E se si dimostrasse o vero domandasse, perchè non curò di descrivere quello che parlarono, puossi rispondere perchè sarebbe stato
inconveniente replicare quello, che altra volta avea detto: imperò
che possiamo convenevolmente pensare che il parlare loro fosse
della selva, della quale fu fatta menzione di sopra cap. i; e il parlare di quella fatto per Virgilio, fu lo deliberare della ragione, se ne
dovea far menzione o no. Venimmo; noi Dante e Virgilio, e tenevamo il colmo; cioè la sommità; cioè eravamo giunti in sull’arco del ponte
quinto, quando Ristemo; cioè ci fermamo qui, per veder l’altra fessura; cioè l’altra fossa e vallone; cioè il quinto, Di Malebolge,
perchè si chiami così, fu dichiarato di sopra cap. xviii, e li altri pianti vani; cioè non uditi, perchè i peccatori erano tutti sotto la pegola,
sicchè non si poteano udire; e però dice l’autore che i pianti erano
vani, quanto all’audito suo e di Virgilio: o vogliamo dire che tutti
i pianti dell’inferno sieno vani, che non fanno alcuno utile come
fanno quelli del mondo, che sgravano l’anima della colpa quando si
fanno per contrizione; e così sono fruttevoli et utili, E vidila mirabilmente oscura: però che giù era la pegola nera.
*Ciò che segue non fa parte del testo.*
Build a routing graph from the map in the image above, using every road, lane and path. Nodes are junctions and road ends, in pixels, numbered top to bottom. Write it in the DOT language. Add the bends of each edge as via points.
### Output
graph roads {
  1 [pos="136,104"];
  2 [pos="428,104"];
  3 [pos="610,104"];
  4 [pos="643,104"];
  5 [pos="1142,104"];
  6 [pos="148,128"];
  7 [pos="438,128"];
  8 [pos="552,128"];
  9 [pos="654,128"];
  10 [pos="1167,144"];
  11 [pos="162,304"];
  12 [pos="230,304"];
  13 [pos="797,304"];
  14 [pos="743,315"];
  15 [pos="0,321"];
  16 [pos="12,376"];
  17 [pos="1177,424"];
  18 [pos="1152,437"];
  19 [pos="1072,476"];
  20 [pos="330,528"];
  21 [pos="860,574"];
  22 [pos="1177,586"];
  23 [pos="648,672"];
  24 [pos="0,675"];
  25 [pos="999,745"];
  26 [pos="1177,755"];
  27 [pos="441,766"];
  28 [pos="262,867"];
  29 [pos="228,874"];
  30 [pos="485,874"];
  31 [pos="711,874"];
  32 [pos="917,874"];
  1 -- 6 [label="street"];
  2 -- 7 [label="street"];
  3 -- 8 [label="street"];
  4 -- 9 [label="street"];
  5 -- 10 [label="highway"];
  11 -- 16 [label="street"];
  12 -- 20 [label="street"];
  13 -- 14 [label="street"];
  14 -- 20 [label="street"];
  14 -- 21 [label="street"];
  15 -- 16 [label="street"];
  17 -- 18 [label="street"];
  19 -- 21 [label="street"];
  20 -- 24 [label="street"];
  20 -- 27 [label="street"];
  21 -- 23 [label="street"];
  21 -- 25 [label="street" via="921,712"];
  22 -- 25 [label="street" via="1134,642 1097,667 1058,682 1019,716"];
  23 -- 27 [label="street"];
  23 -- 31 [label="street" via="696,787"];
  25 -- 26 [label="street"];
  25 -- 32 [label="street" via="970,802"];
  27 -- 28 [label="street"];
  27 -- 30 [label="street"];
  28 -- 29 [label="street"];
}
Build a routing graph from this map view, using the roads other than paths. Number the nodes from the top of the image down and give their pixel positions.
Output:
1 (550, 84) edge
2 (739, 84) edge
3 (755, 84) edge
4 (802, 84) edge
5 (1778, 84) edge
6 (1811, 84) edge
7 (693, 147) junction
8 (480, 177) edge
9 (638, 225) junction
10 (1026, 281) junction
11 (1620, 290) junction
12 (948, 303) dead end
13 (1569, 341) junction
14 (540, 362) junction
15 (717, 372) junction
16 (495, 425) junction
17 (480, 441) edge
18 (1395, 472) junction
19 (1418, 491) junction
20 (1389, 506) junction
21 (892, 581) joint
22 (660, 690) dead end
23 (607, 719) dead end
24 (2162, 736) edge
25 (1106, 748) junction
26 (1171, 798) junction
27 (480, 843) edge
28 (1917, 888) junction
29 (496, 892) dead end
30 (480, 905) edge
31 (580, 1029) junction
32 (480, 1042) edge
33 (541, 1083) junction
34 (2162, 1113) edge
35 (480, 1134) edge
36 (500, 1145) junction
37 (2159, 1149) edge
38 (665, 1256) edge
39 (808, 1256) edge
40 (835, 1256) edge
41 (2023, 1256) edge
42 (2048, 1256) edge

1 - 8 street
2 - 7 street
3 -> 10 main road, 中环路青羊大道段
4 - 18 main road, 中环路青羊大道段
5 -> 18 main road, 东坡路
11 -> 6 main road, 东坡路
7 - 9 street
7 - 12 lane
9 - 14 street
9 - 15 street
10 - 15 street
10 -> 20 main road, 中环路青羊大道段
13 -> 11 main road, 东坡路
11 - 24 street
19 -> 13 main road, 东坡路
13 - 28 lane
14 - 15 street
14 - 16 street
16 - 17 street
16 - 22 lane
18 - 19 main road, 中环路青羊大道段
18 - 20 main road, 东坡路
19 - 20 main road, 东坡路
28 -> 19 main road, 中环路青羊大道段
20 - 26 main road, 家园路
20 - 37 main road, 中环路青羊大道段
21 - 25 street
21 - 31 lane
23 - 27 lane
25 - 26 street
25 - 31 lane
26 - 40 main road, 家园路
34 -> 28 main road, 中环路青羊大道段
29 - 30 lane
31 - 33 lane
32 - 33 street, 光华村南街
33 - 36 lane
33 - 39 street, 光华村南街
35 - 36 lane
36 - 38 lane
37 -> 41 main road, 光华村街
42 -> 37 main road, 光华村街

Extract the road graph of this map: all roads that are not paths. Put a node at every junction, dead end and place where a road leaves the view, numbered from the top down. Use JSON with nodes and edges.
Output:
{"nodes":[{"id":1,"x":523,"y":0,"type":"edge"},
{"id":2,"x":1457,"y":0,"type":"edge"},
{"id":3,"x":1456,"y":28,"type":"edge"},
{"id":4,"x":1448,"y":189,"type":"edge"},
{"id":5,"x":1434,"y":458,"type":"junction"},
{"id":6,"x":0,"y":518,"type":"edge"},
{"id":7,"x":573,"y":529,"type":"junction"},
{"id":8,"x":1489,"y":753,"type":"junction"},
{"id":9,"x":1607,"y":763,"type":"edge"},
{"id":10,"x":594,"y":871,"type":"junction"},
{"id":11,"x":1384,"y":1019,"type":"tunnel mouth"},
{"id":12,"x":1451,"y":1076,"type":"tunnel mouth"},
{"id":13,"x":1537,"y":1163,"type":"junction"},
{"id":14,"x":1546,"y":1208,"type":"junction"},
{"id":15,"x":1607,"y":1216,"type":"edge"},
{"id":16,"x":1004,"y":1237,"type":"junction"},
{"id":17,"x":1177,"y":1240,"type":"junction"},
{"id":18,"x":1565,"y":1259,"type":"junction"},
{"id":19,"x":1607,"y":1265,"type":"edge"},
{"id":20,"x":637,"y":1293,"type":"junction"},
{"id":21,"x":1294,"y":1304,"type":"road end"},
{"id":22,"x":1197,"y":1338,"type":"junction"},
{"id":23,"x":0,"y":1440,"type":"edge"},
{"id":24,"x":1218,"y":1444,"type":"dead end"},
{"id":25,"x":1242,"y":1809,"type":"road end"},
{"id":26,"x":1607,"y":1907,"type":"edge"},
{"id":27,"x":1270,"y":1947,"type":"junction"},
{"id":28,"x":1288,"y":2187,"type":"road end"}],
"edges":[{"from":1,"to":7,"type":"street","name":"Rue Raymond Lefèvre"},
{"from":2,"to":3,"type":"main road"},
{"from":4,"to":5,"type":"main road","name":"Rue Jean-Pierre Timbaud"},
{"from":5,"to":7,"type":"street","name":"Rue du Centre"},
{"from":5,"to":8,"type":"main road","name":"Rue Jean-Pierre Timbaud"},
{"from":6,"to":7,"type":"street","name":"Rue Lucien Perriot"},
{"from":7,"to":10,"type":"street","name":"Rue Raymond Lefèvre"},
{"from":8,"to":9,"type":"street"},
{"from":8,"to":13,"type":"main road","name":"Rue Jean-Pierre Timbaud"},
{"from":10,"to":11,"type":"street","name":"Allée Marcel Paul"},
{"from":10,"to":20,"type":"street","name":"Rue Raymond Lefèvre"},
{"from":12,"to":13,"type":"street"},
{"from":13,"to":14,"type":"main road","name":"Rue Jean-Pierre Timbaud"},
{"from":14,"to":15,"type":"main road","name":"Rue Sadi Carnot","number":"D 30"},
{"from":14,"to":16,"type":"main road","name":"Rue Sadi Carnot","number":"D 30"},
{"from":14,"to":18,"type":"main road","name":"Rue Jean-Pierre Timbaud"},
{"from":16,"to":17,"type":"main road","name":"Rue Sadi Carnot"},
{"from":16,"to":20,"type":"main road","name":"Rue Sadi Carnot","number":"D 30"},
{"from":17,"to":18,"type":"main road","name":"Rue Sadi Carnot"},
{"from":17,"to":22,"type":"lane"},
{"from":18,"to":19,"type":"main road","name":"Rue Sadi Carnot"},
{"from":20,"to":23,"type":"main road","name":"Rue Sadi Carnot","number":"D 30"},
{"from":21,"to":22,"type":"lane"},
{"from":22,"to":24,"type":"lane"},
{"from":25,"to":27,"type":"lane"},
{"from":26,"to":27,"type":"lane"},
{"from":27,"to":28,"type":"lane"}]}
Et è qui da notare il peccato che l’autore finge che si punisca in questa bolgia e
la pena ch’elli dà per convenienzia a questo peccato, e come moralmente si vede questa pena essere nelli mondani che operano sì
fatto peccato. Et intende prima l’autore di trattare qui del peccato
della baratteria, che per altro nome si chiama moccobellaria 1; e
moccobellaria 2 è vendimento, o vero comperamento di quello che
l’uomo è tenuto di fare per suo uficio o in cose publiche o private,
per danari o per cose equivalenti. Et à questo peccato due spezie:
imperò che elli si vende o si compra quel che si dee fare secondo
debito di ragione, e questo è men grave, siccome s’io giudice a una
corte, do una sentenzia giusta più tosto che non farei per alcuno
prezzo ch’io ricevo della parte; l’altro modo si è, se si vende o compera quello che è contra ragione, siccome se io arbitro debbo dare
la sentenzia per te, et io ingiustamente la do per altra parte, corrotto per prezzo o per dono ch’io n’abbia ricevuti. E questa spezie
è molto più grave: imperò che si fa contra giustizia per avarizia; et
ecci duppio 3 il peccato d’ingiustizia e d’avarizia; e similmente se
io sono anziano e debbo dare l’ufizio a chi lo merita, et io lo darò a
- ↑ Il nostro Codice e cinque Laurenziani ànno qui ed altrove i nomi astratti - moccobelleria, e moccobello, - e talora eziandio il sostantivo comune maschile - moccobellatore; ma il Vocabolario della Crusca riferisce queste medesime parole del butese Commentatore sotto la voce -maccatelleria-. Noi confessandoci insufficienti a dichiarare l’origine di vocaboli sì fatti, ci rimettiamo di buon grado al giudizio de’ Filologi. E.